> **What to produce**
When a line in the material contains the word "include", copy it.

> **Data supplied**
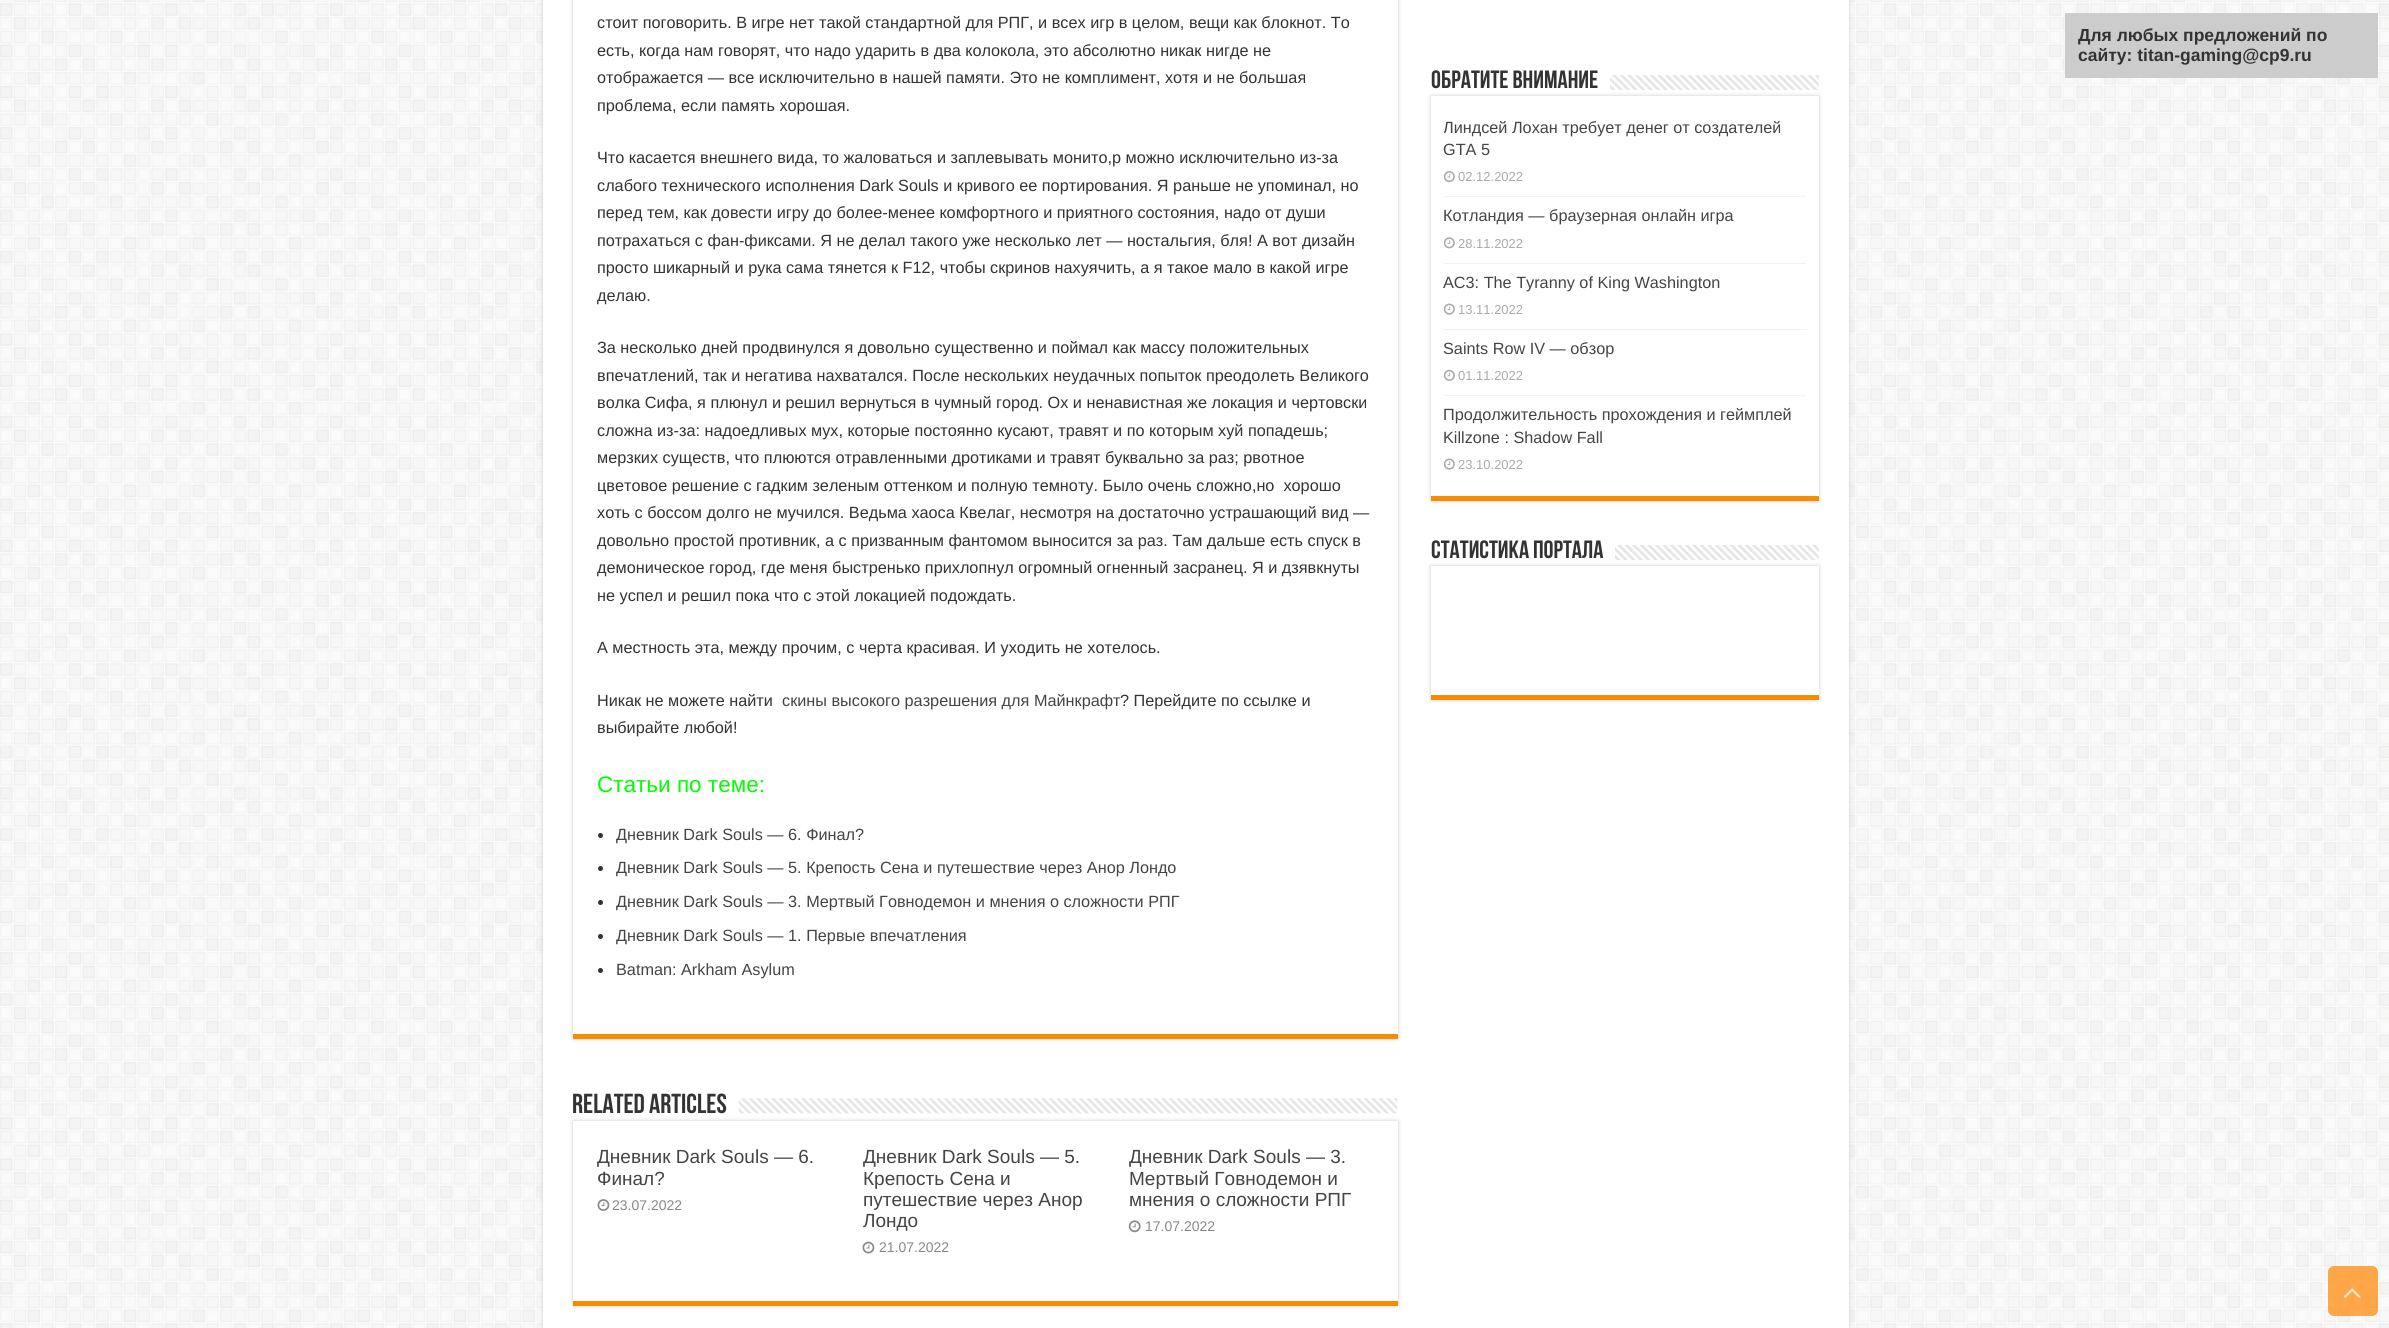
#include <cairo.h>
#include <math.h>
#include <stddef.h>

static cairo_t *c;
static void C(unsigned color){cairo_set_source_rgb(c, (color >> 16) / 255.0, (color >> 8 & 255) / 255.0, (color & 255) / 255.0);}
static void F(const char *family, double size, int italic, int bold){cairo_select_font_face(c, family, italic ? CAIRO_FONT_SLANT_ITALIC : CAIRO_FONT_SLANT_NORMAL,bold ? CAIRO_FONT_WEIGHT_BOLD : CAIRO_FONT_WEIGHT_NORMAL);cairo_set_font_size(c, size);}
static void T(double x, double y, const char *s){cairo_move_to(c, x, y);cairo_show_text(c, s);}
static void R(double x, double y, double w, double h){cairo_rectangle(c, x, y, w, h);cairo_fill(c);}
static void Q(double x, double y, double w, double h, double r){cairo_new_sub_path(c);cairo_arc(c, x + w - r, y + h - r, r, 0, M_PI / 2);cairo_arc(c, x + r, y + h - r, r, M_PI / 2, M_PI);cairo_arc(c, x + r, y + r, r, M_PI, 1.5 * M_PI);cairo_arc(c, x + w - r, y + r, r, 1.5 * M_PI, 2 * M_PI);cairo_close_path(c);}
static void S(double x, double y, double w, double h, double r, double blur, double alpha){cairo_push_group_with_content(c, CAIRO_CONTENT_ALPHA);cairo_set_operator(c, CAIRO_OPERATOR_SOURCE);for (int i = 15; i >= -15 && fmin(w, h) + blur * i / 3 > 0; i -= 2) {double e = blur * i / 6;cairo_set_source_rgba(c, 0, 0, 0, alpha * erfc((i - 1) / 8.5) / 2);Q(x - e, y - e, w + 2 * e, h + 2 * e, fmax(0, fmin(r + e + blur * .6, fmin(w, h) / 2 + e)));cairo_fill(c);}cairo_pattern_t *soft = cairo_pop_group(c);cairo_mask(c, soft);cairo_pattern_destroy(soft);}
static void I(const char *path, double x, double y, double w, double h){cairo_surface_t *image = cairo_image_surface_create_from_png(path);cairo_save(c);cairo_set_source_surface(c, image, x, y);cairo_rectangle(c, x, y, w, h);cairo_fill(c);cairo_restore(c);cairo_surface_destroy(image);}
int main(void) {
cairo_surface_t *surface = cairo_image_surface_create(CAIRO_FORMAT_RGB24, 2389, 1328);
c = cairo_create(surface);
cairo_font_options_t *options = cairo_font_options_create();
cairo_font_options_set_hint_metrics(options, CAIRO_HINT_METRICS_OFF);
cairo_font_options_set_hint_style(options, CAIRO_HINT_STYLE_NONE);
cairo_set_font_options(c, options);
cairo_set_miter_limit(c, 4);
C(0xffffff);
cairo_paint(c);
I("1.png",0,0,2389,1328);
C(0xcacaca);
S(543,-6,1306,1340,0,2,1);
C(0xffffff);
R(543,0,1306,1328);
C(0xcacaca);
S(573,-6,825,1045,0,2,1);
C(0xffffff);
R(573,0,825,1034);
C(0xf88c00);
R(573,1034,825,5);
F("Liberation Sans",16.25,0,0);
C(0x333333);
T(597,28,"стоит поговорить. В игре нет такой стандартной для РПГ, и всех игр в целом, вещи как блокнот. То");
T(597,56,"есть, когда нам говорят, что надо ударить в два колокола, это абсолютно никак нигде не");
T(597,83,"отображается — все исключительно в нашей памяти. Это не комплимент, хотя и не большая");
T(597,111,"проблема, если память хорошая.");
T(597,163,"Что касается внешнего вида, то жаловаться и заплевывать монито,р можно исключительно из-за");
T(597,191,"слабого технического исполнения Dark Souls и кривого ее портирования. Я раньше не упоминал, но");
T(597,218,"перед тем, как довести игру до более-менее комфортного и приятного состояния, надо от души");
T(597,246,"потрахаться с фан-фиксами. Я не делал такого уже несколько лет — ностальгия, бля! А вот дизайн");
T(597,273,"просто шикарный и рука сама тянется к F12, чтобы скринов нахуячить, а я такое мало в какой игре");
T(597,301,"делаю.");
T(597,353,"За несколько дней продвинулся я довольно существенно и поймал как массу положительных");
T(597,381,"впечатлений, так и негатива нахватался. После нескольких неудачных попыток преодолеть Великого");
T(597,408,"волка Сифа, я плюнул и решил вернуться в чумный город. Ох и ненавистная же локация и чертовски");
T(597,436,"сложна из-за: надоедливых мух, которые постоянно кусают, травят и по которым хуй попадешь;");
T(597,463,"мерзких существ, что плюются отравленными дротиками и травят буквально за раз; рвотное");
T(597,491,"цветовое решение с гадким зеленым оттенком и полную темноту. Было очень сложно,но  хорошо");
T(597,518,"хоть с боссом долго не мучился. Ведьма хаоса Квелаг, несмотря на достаточно устрашающий вид —");
T(597,546,"довольно простой противник, а с призванным фантомом выносится за раз. Там дальше есть спуск в");
T(597,573,"демоническое город, где меня быстренько прихлопнул огромный огненный засранец. Я и дзявкнуты");
T(597,601,"не успел и решил пока что с этой локацией подождать.");
T(597,653,"А местность эта, между прочим, с черта красивая. И уходить не хотелось.");
T(597,706,"Никак не можете найти");
C(0x444444);
T(782,706,"скины высокого разрешения для Майнкрафт");
C(0x333333);
T(1120,706,"? Перейдите по ссылке и");
T(597,733,"выбирайте любой!");
F("Liberation Sans",22.5,0,0);
C(0x00ff00);
T(597,792,"Статьи по теме:");
C(0x333333);
cairo_new_path(c);
cairo_arc(c,600.5,835.5,2.5,0,2 * M_PI);
cairo_fill(c);
F("Liberation Sans",16.25,0,0);
C(0x444444);
T(616,840,"Дневник Dark Souls — 6. Финал?");
C(0x333333);
cairo_new_path(c);
cairo_arc(c,600.5,868.5,2.5,0,2 * M_PI);
cairo_fill(c);
C(0x444444);
T(616,873,"Дневник Dark Souls — 5. Крепость Сена и путешествие через Анор Лондо");
C(0x333333);
cairo_new_path(c);
cairo_arc(c,600.5,902.5,2.5,0,2 * M_PI);
cairo_fill(c);
C(0x444444);
T(616,907,"Дневник Dark Souls — 3. Мертвый Говнодемон и мнения о сложности РПГ");
C(0x333333);
cairo_new_path(c);
cairo_arc(c,600.5,936.5,2.5,0,2 * M_PI);
cairo_fill(c);
C(0x444444);
T(616,941,"Дневник Dark Souls — 1. Первые впечатления");
C(0x333333);
cairo_new_path(c);
cairo_arc(c,600.5,970.5,2.5,0,2 * M_PI);
cairo_fill(c);
C(0x444444);
T(616,975,"Batman: Arkham Asylum");
F("Bebas Neue",27.5,0,1);
C(0x333333);
T(572,1113,"Related Articles");
I("2.png",738,1098,660,16);
C(0xcacaca);
S(573,1121,825,185,0,2,1);
C(0xffffff);
R(573,1121,825,180);
C(0xf88c00);
R(573,1301,825,5);
F("Liberation Sans",19,0,0);
C(0x444444);
T(597,1163,"Дневник Dark Souls — 6.");
T(597,1185,"Финал?");
I("3.png",597,1199,13,12);
F("Liberation Sans",14,0,0);
C(0x888888);
T(612,1210,"23.07.2022");
F("Liberation Sans",19,0,0);
C(0x444444);
T(863,1163,"Дневник Dark Souls — 5.");
T(863,1185,"Крепость Сена и");
T(863,1206,"путешествие через Анор");
T(863,1227,"Лондо");
I("4.png",862,1241,13,13);
F("Liberation Sans",14,0,0);
C(0x888888);
T(879,1252,"21.07.2022");
F("Liberation Sans",19,0,0);
C(0x444444);
T(1129,1163,"Дневник Dark Souls — 3.");
T(1129,1185,"Мертвый Говнодемон и");
T(1129,1206,"мнения о сложности РПГ");
I("5.png",1128,1220,13,13);
F("Liberation Sans",14,0,0);
C(0x888888);
T(1145,1231,"17.07.2022");
F("Bebas Neue",25,0,1);
C(0x333333);
T(1431,88,"Обратите внимание");
C(0xcacaca);
S(1431,96,388,405,0,2,1);
I("6.png",1610,75,209,15);
C(0xffffff);
R(1431,96,388,400);
C(0xf88c00);
R(1431,496,388,5);
C(0xf2f2f2);
R(1444,196,362,1);
cairo_save(c);
cairo_rectangle(c,1444,109,362,87);
cairo_clip(c);
F("Liberation Sans",16.25,0,0);
C(0x444444);
T(1443,133,"Линдсей Лохан требует денег от создателей");
cairo_restore(c);
F("Liberation Sans",16.25,0,0);
C(0x444444);
T(1443,155,"GTA 5");
I("7.png",1444,171,11,12);
F("Liberation Sans",13,0,0);
C(0xaaaaaa);
T(1458,181,"02.12.2022");
C(0xf2f2f2);
R(1444,263,362,1);
F("Liberation Sans",16.25,0,0);
C(0x444444);
T(1443,221,"Котландия — браузерная онлайн игра");
I("8.png",1444,237,11,12);
F("Liberation Sans",13,0,0);
C(0xaaaaaa);
T(1458,248,"28.11.2022");
C(0xf2f2f2);
R(1444,329,362,1);
F("Liberation Sans",16.25,0,0);
C(0x444444);
T(1443,288,"AC3: The Tyranny of King Washington");
I("9.png",1444,303,11,12);
F("Liberation Sans",13,0,0);
C(0xaaaaaa);
T(1458,314,"13.11.2022");
C(0xf2f2f2);
R(1444,395,362,1);
F("Liberation Sans",16.25,0,0);
C(0x444444);
T(1443,354,"Saints Row IV — обзор");
I("10.png",1444,369,11,12);
F("Liberation Sans",13,0,0);
C(0xaaaaaa);
T(1458,380,"01.11.2022");
F("Liberation Sans",16.25,0,0);
C(0x444444);
T(1443,420,"Продолжительность прохождения и геймплей");
T(1443,443,"Killzone : Shadow Fall");
I("9.png",1444,458,11,12);
F("Liberation Sans",13,0,0);
C(0xaaaaaa);
T(1458,469,"23.10.2022");
F("Bebas Neue",25,0,1);
C(0x333333);
T(1431,558,"Статистика портала");
C(0xcacaca);
S(1431,566,388,134,0,2,1);
I("11.png",1615,545,204,15);
C(0xffffff);
R(1431,566,388,129);
C(0xf88c00);
R(1431,695,388,5);
C(0xcccccc);
R(2065,13,313,65);
F("Liberation Sans",17.5,0,1);
C(0x333333);
T(2078,41,"Для любых предложений по");
T(2078,61,"сайту: titan-gaming@cp9.ru");
cairo_set_source_rgba(c,1,0.522,0,0.7);
Q(2328,1266,50,50,6);
cairo_fill(c);
I("12.png",2343,1288,18,10);
cairo_surface_write_to_png(surface, "o.png");
cairo_font_options_destroy(options);
cairo_destroy(c);
cairo_surface_destroy(surface);
return 0;
}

> **Output for this exercise**
#include <cairo.h>
#include <math.h>
#include <stddef.h>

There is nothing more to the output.